## Task Description



*   Text classification 
*   Represent text in meaningful way
    *   labelled inputs (supervised learning)
    *   multi-classification model (unsupervised learning)
*    Prediction based on classification patterns


There are many different approaches to text mining: data mining, machine learning, information retrieval and knowledge management.  Each seeks to extract, identify and use information from large collections of textual data.  

Text classification is a learning process of text mining.  In this use case it involves preprocessing the data,  weighting terms, using the KNN algorithm in combination with  the K-means clustering algorithim.

Evaluation of this classification methodology will be assessed using precisin, recall, and f-measure.

![Model Methodology](assets/HRF_predictive_descriptive_analysis_model_methodology_RJProctor.png)

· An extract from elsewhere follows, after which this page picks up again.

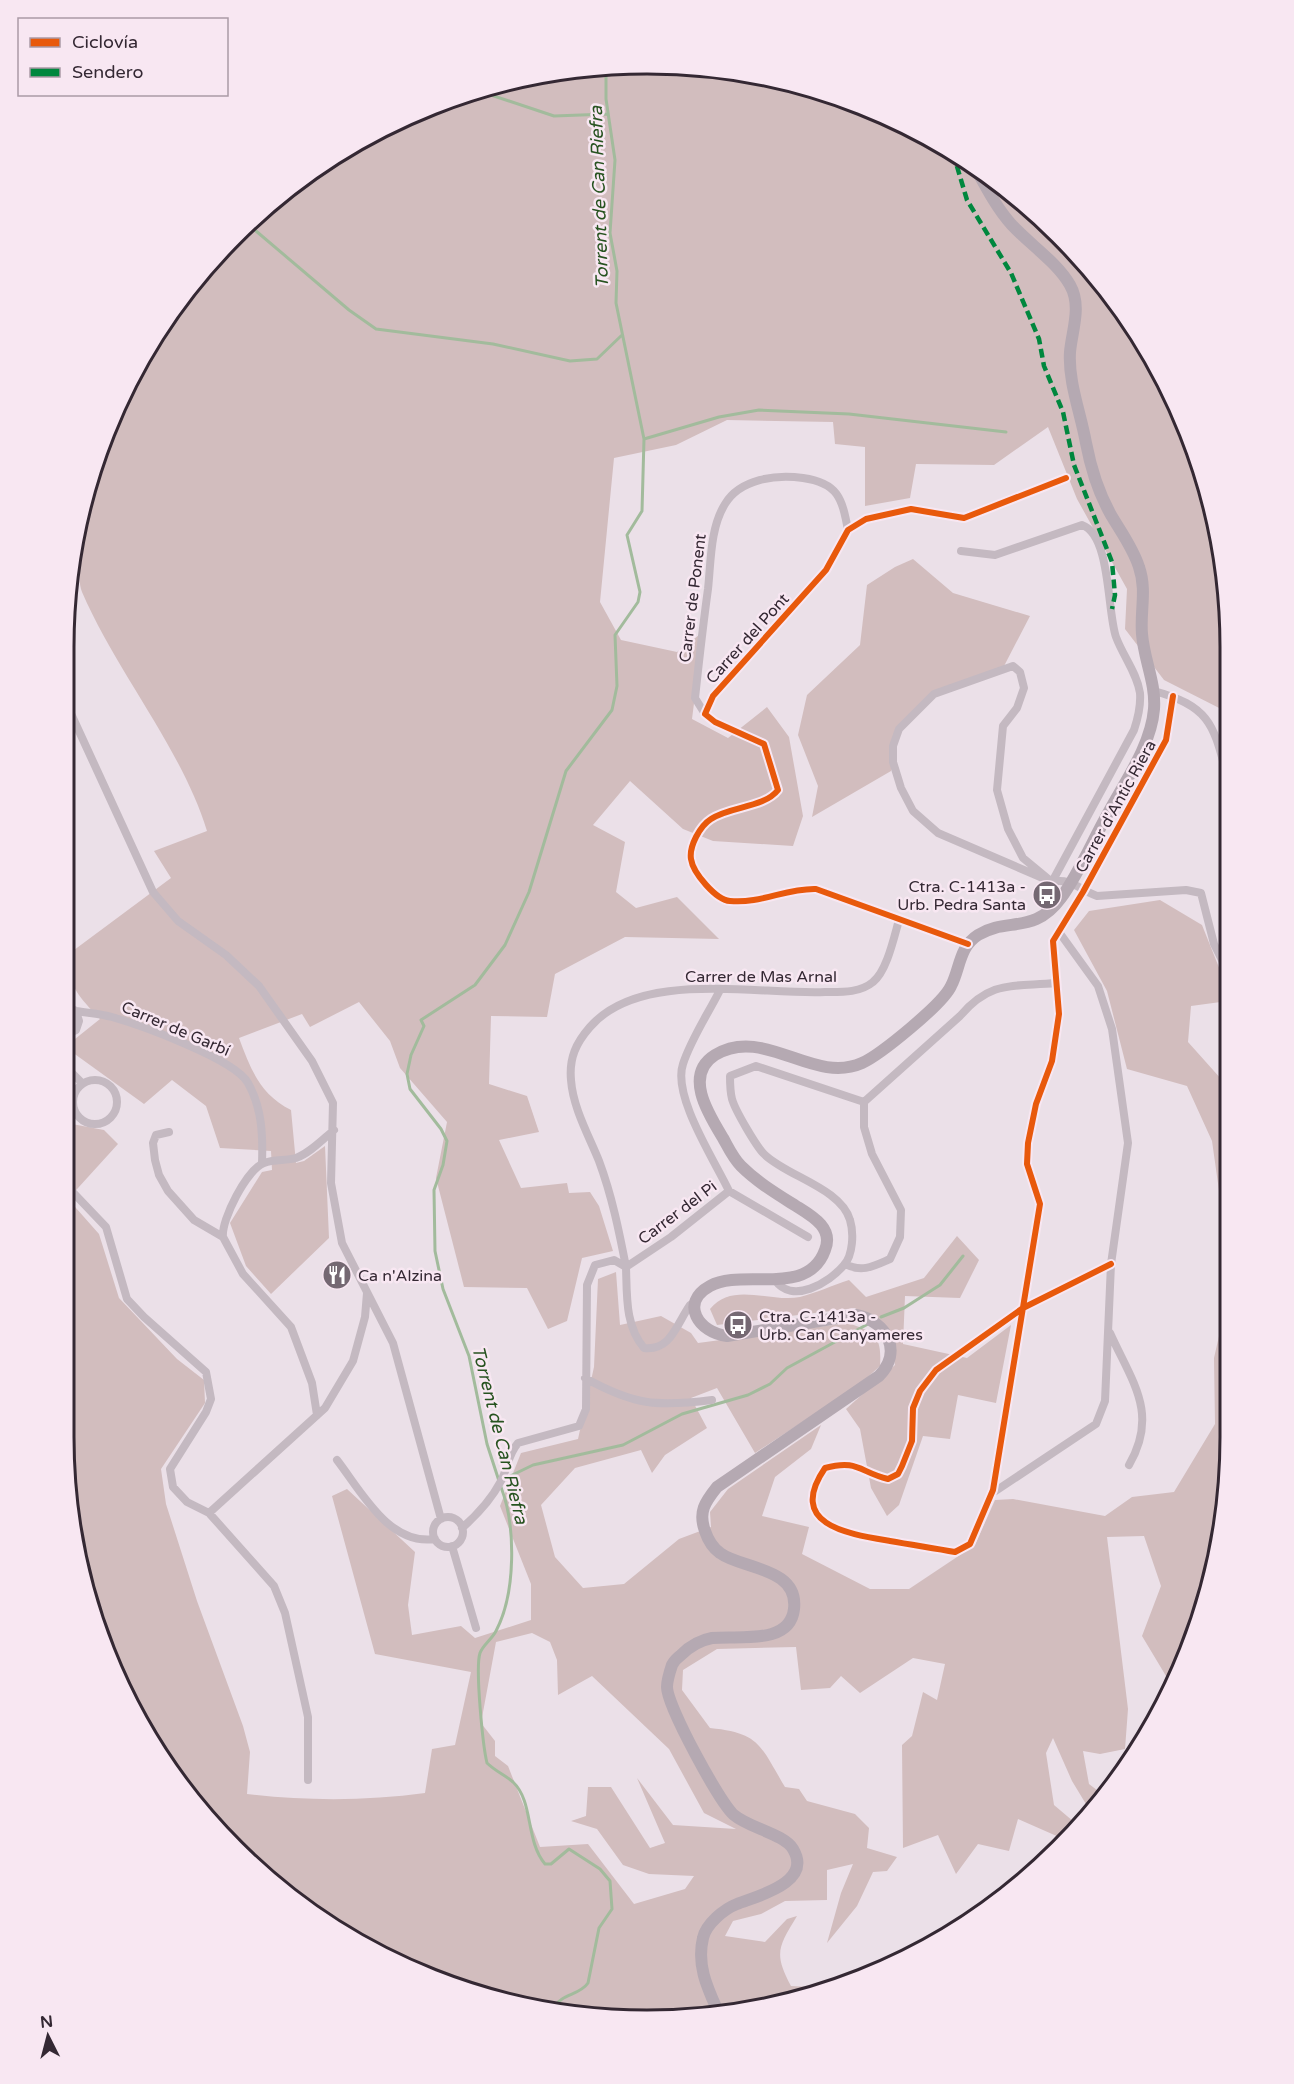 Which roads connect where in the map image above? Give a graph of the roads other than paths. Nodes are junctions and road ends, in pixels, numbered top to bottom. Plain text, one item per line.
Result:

Note: until we have data documents to process, this will serve only as an option for future teams - inherited DB from Labs29 is empty with no schema

[Labs 29  HRF Asylum B DS AWS RDS PostgresSQL](https://master:***@asylum.catpmmwmrkhp.us-east-1.rds.amazonaws.com/asylum)

[Labs 29 AWS Asylum A DS RDS PostgresSQL](https://master:***rds_endpoint=hrfasylum-database-a.catpmmwmrkhp.us-east-1.rds.amazonaws.com)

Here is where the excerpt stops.